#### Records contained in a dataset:
<<<<

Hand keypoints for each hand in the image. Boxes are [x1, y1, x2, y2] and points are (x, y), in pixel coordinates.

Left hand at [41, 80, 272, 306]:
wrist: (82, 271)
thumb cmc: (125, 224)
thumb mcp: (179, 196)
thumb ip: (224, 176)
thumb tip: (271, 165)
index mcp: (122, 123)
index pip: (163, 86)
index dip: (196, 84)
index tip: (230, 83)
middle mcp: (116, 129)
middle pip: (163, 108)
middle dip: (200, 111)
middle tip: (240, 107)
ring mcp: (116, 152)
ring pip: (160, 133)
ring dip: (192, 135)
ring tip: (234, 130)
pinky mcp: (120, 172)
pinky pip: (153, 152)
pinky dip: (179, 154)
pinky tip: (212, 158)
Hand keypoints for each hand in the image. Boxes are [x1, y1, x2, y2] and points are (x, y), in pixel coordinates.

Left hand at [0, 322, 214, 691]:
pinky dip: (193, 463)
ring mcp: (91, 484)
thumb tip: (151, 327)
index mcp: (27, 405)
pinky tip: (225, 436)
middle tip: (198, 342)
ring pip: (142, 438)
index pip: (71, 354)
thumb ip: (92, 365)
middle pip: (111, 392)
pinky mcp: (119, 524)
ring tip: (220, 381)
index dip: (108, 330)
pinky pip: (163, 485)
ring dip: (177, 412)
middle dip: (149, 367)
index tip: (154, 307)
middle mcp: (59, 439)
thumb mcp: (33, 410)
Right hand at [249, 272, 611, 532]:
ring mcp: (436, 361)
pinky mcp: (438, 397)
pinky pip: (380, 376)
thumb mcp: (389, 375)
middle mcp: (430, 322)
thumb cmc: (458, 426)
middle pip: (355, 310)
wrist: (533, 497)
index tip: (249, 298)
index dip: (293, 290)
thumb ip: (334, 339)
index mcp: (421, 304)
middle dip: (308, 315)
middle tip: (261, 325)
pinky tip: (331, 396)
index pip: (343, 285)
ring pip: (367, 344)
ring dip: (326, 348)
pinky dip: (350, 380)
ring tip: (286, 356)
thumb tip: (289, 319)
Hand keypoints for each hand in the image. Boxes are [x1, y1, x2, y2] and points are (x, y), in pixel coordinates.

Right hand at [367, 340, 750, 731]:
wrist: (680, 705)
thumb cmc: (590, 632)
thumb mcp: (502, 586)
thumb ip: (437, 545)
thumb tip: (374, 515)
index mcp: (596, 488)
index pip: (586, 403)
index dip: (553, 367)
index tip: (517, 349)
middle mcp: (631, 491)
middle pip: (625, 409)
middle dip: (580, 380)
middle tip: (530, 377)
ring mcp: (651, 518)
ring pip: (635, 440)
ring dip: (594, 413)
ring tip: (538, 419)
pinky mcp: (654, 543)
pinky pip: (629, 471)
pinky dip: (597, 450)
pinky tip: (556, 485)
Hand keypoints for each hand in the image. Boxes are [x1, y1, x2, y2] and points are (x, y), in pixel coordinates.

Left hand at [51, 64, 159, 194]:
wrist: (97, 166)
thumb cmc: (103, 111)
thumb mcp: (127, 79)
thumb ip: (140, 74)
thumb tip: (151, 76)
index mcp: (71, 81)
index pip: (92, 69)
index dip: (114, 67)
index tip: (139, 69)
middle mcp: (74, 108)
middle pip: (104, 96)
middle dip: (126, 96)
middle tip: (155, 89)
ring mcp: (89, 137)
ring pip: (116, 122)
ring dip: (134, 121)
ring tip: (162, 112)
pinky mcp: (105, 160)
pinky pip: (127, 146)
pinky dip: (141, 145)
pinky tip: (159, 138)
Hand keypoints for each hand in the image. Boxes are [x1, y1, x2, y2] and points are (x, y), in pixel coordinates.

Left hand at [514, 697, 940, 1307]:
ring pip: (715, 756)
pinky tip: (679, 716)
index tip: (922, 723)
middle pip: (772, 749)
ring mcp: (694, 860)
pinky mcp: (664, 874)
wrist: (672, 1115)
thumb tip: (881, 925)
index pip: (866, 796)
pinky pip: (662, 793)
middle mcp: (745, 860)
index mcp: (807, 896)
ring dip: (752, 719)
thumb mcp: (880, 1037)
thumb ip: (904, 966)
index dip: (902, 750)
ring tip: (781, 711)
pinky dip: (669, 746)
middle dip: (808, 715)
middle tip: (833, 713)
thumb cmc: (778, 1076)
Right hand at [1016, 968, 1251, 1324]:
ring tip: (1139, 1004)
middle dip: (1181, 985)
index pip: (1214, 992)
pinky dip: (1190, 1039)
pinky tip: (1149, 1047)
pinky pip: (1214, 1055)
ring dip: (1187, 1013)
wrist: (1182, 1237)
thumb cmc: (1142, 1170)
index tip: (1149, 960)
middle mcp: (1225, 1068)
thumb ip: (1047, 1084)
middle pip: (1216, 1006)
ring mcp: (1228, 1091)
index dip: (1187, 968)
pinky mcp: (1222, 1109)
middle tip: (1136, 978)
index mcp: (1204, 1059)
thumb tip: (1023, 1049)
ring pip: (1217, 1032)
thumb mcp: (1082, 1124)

>>>>
<<<<

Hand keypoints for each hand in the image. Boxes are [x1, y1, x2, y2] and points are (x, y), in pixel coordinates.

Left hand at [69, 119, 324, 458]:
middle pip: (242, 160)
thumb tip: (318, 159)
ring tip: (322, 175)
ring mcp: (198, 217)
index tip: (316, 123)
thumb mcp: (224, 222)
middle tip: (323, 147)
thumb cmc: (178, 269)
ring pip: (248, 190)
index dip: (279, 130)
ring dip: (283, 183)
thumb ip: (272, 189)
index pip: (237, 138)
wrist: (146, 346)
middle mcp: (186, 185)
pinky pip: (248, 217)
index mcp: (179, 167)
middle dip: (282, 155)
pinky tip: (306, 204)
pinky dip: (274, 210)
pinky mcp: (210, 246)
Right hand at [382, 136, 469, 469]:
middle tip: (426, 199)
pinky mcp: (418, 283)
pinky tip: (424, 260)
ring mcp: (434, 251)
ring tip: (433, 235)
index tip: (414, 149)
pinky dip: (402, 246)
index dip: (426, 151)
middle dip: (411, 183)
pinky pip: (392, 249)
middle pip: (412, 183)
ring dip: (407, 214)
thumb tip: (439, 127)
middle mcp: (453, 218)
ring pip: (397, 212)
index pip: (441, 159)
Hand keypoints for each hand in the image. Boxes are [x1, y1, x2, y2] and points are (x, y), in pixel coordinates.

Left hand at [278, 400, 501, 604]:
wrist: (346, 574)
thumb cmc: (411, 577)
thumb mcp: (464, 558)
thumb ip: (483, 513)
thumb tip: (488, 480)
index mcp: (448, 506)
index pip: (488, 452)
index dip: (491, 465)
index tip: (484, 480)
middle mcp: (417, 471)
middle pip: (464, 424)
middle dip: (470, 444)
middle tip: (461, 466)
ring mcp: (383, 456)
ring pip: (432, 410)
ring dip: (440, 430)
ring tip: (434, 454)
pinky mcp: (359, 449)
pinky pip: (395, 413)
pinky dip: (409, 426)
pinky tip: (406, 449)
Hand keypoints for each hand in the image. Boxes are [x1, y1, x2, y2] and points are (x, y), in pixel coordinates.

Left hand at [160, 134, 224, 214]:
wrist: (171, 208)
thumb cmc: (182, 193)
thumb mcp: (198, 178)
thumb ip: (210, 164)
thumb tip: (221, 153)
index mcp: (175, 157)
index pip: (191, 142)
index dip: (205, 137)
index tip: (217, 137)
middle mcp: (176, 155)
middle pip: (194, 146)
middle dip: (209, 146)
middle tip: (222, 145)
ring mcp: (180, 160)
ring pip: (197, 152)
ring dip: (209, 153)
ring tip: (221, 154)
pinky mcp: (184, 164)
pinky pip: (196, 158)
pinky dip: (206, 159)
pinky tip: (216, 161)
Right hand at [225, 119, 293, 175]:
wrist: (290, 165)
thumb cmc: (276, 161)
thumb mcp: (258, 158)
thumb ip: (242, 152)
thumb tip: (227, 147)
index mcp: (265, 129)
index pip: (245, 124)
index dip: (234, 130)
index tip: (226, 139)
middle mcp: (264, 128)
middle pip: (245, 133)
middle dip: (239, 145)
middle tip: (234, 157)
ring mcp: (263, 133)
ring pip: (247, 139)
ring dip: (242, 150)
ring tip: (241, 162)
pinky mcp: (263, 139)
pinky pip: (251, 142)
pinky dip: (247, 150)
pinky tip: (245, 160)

>>>>

#### Task directions:
In the entries above, find each line with the string "wrist" and copy it.

#### Task result:
wrist: (82, 271)
wrist: (533, 497)
wrist: (680, 705)
wrist: (97, 166)
wrist: (672, 1115)
wrist: (1182, 1237)
wrist: (146, 346)
wrist: (346, 574)
wrist: (171, 208)
wrist: (290, 165)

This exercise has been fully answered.